Si vraiment le cheval ne veut rien savoir, s’il montre des signes d’affolement ou de défense malgré tes efforts pour présenter différemment l’exercice, accorde-lui une recréation pour qu’il se détende. Lorsque le calme est revenu, passe à un exercice facile que ton cheval sait bien faire, Et remets au lendemain la difficulté, quand vous serez tous les deux calmes et en formes.

De l’autorité

Avec un cheval chaud, tu dois en même temps faire preuve d’autorité. Il a besoin d’être rassuré, de sentir que tu sais ce qu’il faut faire, par exemple lors d’un passage délicat en balade. Mais attention, autorité ne signifie pas force ou dureté: un cavalier qui cherche à s’imposer par la force a de bonnes chances d’accroître la nervosité de sa monture. Agis avec tact et finesse.

Une vie libre et gaie

Parce qu’un cheval est chaud, on l’enrêne, on n’ose pas l’emmener en extérieur.
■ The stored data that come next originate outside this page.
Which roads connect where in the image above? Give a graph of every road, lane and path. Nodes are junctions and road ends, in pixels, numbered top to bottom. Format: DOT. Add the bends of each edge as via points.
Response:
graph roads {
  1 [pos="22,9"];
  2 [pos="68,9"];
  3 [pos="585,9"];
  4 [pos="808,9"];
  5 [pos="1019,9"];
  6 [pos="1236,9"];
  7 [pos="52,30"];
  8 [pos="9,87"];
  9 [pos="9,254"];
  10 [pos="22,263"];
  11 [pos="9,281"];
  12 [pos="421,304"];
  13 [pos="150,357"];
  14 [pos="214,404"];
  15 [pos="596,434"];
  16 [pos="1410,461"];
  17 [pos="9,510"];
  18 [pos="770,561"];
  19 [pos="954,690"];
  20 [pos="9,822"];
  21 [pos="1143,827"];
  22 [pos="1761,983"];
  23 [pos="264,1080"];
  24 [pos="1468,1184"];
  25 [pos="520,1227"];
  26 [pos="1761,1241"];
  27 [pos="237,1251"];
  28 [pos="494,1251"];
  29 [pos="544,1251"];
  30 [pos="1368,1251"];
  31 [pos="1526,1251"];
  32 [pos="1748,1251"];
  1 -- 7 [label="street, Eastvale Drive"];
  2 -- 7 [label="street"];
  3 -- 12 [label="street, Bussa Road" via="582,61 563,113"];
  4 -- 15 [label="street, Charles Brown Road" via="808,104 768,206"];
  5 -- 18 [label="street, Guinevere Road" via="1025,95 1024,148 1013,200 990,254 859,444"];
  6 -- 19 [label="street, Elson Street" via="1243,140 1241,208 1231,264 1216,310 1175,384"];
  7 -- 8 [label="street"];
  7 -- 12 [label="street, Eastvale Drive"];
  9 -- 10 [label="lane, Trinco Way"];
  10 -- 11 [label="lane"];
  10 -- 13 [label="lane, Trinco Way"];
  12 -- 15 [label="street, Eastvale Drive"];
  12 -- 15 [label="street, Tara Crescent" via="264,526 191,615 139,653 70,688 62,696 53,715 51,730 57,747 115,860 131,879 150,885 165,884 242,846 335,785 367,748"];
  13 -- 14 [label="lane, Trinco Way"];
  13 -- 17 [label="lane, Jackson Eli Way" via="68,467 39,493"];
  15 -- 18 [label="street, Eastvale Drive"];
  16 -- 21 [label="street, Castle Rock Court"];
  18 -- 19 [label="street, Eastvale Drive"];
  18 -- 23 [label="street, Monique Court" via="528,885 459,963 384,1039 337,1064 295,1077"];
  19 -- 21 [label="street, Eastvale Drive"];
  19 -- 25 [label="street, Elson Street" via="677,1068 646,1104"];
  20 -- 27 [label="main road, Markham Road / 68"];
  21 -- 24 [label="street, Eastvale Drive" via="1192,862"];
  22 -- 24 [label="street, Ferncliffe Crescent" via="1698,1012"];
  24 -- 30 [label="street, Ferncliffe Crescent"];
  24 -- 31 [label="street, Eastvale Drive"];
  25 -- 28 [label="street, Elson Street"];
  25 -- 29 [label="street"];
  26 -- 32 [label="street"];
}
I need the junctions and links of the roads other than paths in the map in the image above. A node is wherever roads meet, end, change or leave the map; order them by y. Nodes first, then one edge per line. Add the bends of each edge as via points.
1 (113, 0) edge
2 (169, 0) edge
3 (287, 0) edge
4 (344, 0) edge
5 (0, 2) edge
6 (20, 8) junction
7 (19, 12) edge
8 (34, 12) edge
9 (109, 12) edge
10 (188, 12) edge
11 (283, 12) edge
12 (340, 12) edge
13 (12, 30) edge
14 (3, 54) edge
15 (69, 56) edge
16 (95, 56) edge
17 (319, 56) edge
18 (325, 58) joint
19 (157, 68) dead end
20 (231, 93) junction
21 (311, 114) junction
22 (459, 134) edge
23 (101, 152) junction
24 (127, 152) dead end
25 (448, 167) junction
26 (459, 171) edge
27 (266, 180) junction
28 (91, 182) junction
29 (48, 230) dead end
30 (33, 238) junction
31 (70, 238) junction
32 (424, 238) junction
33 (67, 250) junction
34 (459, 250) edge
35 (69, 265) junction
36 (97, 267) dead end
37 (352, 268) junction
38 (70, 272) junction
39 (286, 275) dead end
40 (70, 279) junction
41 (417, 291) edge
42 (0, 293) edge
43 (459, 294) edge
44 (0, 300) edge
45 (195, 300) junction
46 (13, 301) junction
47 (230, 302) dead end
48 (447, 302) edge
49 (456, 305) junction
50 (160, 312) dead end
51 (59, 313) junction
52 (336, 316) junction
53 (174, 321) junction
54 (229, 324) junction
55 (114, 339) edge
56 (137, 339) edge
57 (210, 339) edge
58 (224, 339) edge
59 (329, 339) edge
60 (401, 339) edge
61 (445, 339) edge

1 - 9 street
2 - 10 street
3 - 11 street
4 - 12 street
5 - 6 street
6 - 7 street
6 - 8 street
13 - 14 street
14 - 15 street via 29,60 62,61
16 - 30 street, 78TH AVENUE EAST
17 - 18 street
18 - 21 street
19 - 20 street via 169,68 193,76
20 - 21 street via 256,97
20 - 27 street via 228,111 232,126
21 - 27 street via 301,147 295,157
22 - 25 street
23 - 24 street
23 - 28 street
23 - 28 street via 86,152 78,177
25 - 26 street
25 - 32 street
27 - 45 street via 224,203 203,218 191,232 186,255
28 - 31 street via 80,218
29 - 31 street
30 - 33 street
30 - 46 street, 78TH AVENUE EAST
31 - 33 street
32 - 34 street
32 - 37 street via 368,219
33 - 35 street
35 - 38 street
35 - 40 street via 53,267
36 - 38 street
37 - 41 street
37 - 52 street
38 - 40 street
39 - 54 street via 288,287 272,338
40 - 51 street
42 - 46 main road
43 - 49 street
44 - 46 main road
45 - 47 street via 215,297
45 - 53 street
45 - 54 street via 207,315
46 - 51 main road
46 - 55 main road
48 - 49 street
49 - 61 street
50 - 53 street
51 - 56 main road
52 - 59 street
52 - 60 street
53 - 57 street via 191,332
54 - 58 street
Son travail n’est qu’une suite de contraintes sans joie où, par crainte de la voir déborder, on ne lui accorde jamais de liberté. Et cela ne fait qu’accentuer sa nervosité… Il faut briser ce cercle vicieux en lui donnant une vie plus libre et plus gaie : lui accorder plusieurs heures de liberté par semaine au pré pour qu’il retrouve bon moral , donc une certaine confiance ; l’emmener en balade, au pas, avec un compagnon calme, etc.